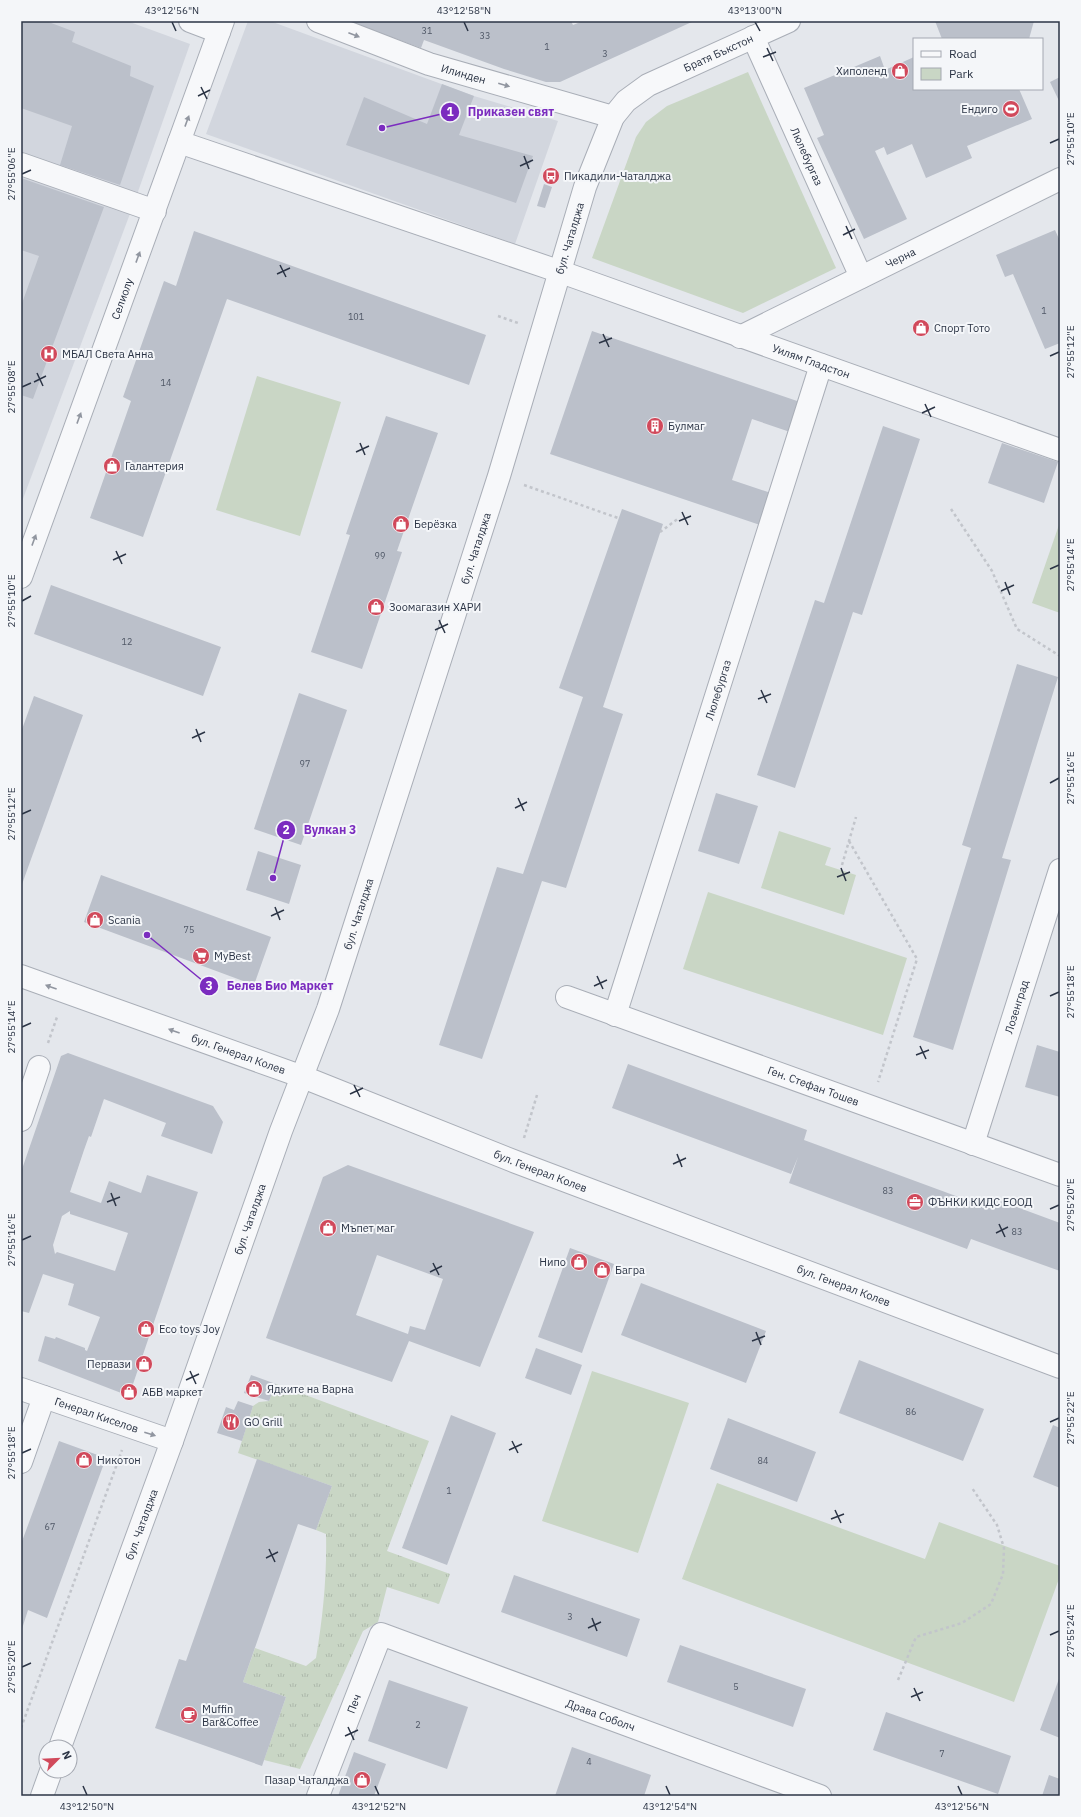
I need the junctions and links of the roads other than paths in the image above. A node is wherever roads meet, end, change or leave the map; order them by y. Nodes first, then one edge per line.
1 (190, 21) edge
2 (318, 21) edge
3 (789, 21) edge
4 (221, 26) edge
5 (753, 37) junction
6 (648, 85) joint
7 (613, 117) junction
8 (180, 142) junction
9 (21, 164) edge
10 (1060, 179) edge
11 (155, 211) junction
12 (561, 272) junction
13 (861, 277) junction
14 (740, 337) junction
15 (821, 365) junction
16 (1060, 450) edge
17 (21, 577) edge
18 (1060, 870) edge
19 (21, 976) edge
20 (567, 997) dead end
21 (615, 1015) junction
22 (39, 1067) road end
23 (303, 1077) junction
24 (21, 1120) edge
25 (973, 1144) junction
26 (1060, 1175) edge
27 (1060, 1367) edge
28 (21, 1389) edge
29 (44, 1397) junction
30 (172, 1441) junction
31 (21, 1462) edge
32 (382, 1634) joint
33 (63, 1739) edge
34 (48, 1779) edge
35 (42, 1796) edge
36 (318, 1796) edge
37 (820, 1796) edge

1 - 4 street
2 -> 7 street, Илинден
3 - 5 street, Братя Бъкстон
8 -> 4 street, Селиолу
5 - 6 street, Братя Бъкстон
5 - 13 street, Люлебургаз
6 - 7 street, бул. Чаталджа
7 - 12 street, бул. Чаталджа
8 - 11 street, Селиолу
8 - 12 street, Уилям Гладстон
9 - 11 street
10 - 13 street, Черна
17 -> 11 street, Селиолу
12 - 14 street, Уилям Гладстон
12 - 23 street, бул. Чаталджа
13 - 14 street, Черна
14 - 15 street, Уилям Гладстон
15 - 16 street, Уилям Гладстон
15 - 21 street, Люлебургаз
18 - 25 street, Лозенград
23 -> 19 street, бул. Генерал Колев
20 - 21 street, Ген. Стефан Тошев
21 - 25 street, Ген. Стефан Тошев
22 - 24 street
23 - 27 street, бул. Генерал Колев
23 - 30 street, бул. Чаталджа
25 - 26 street, Ген. Стефан Тошев
28 - 29 street, Генерал Киселов
29 -> 30 street, Генерал Киселов
29 - 31 street
30 - 33 street, бул. Чаталджа
32 - 36 street, Печ
32 - 37 street, Драва Соболч
34 - 35 street

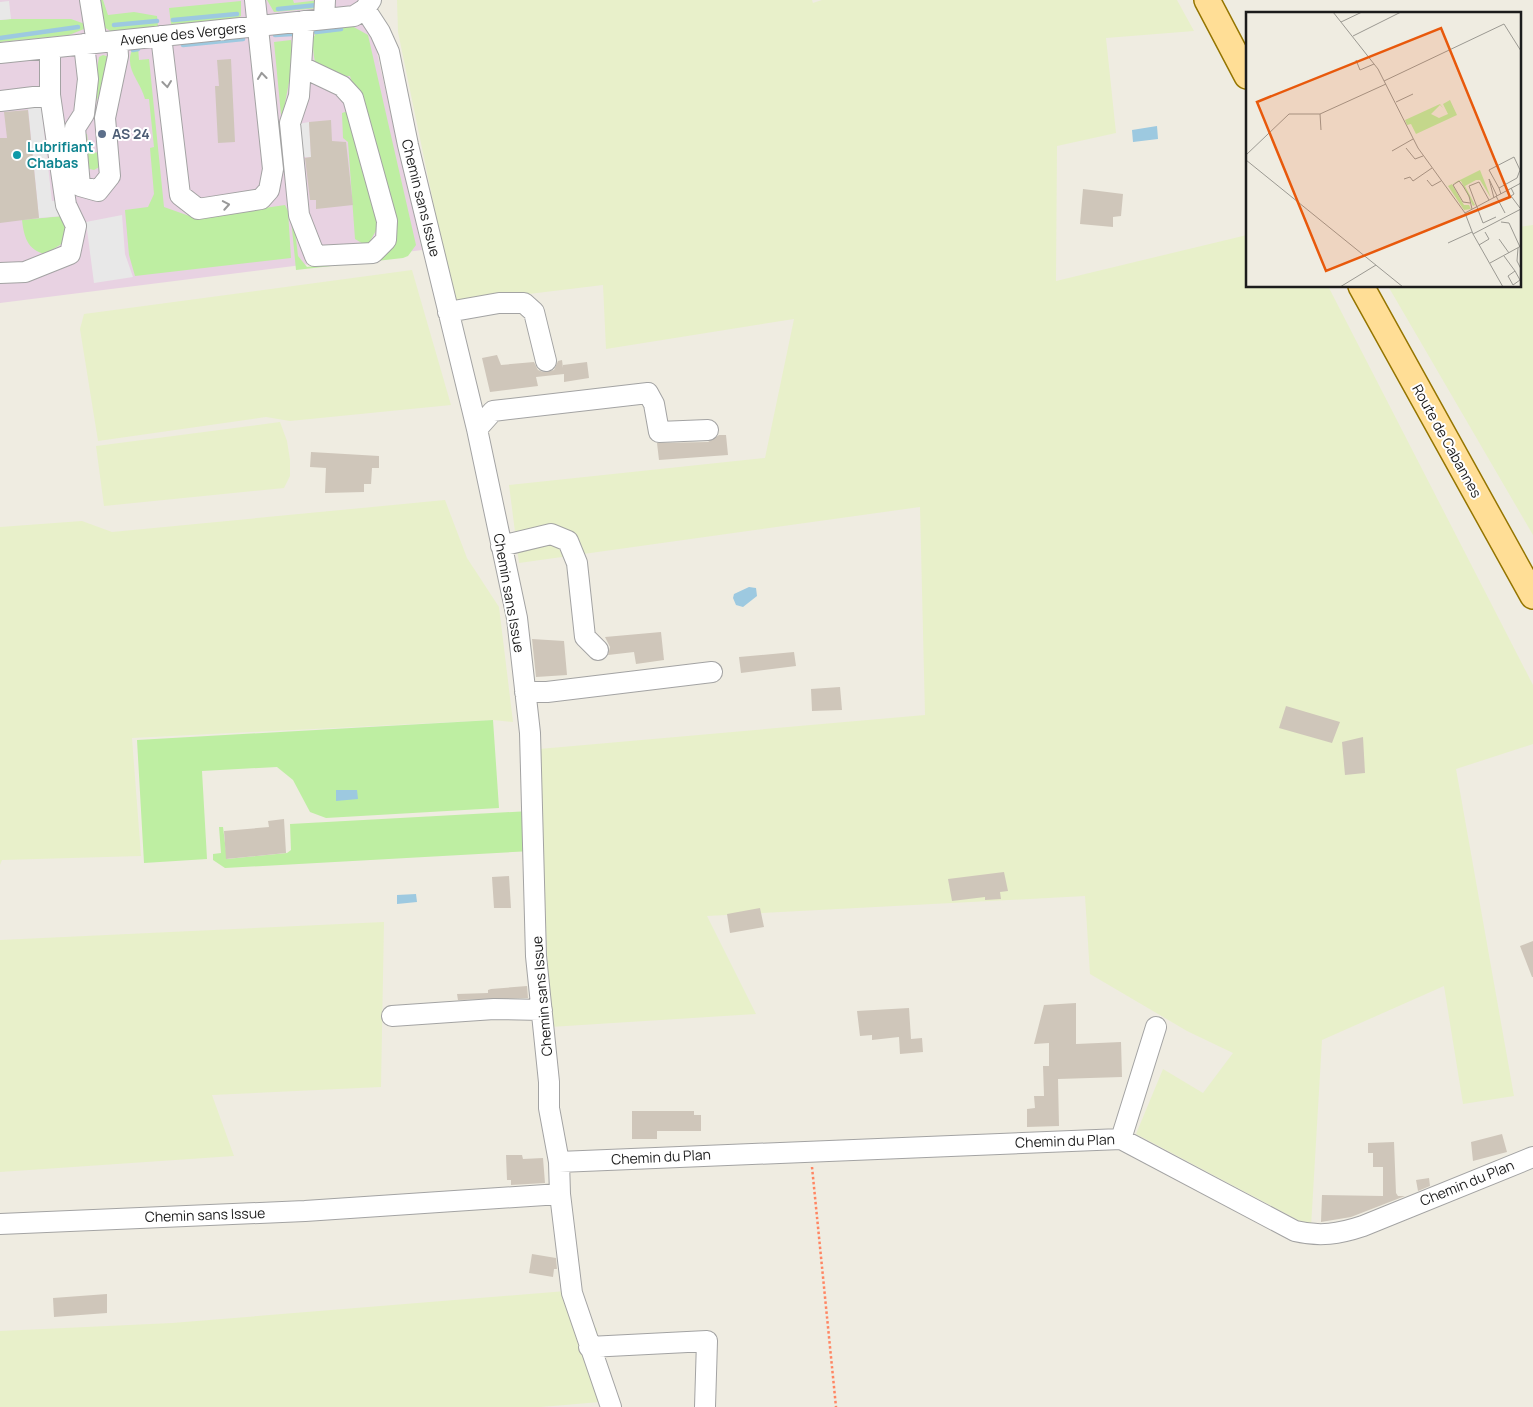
___
WHAT TO PRODUCE:
Each line above that includes the word "Стефан" is to be copied.

COMPLETED EXERCISE:
20 - 21 street, Ген. Стефан Тошев
21 - 25 street, Ген. Стефан Тошев
25 - 26 street, Ген. Стефан Тошев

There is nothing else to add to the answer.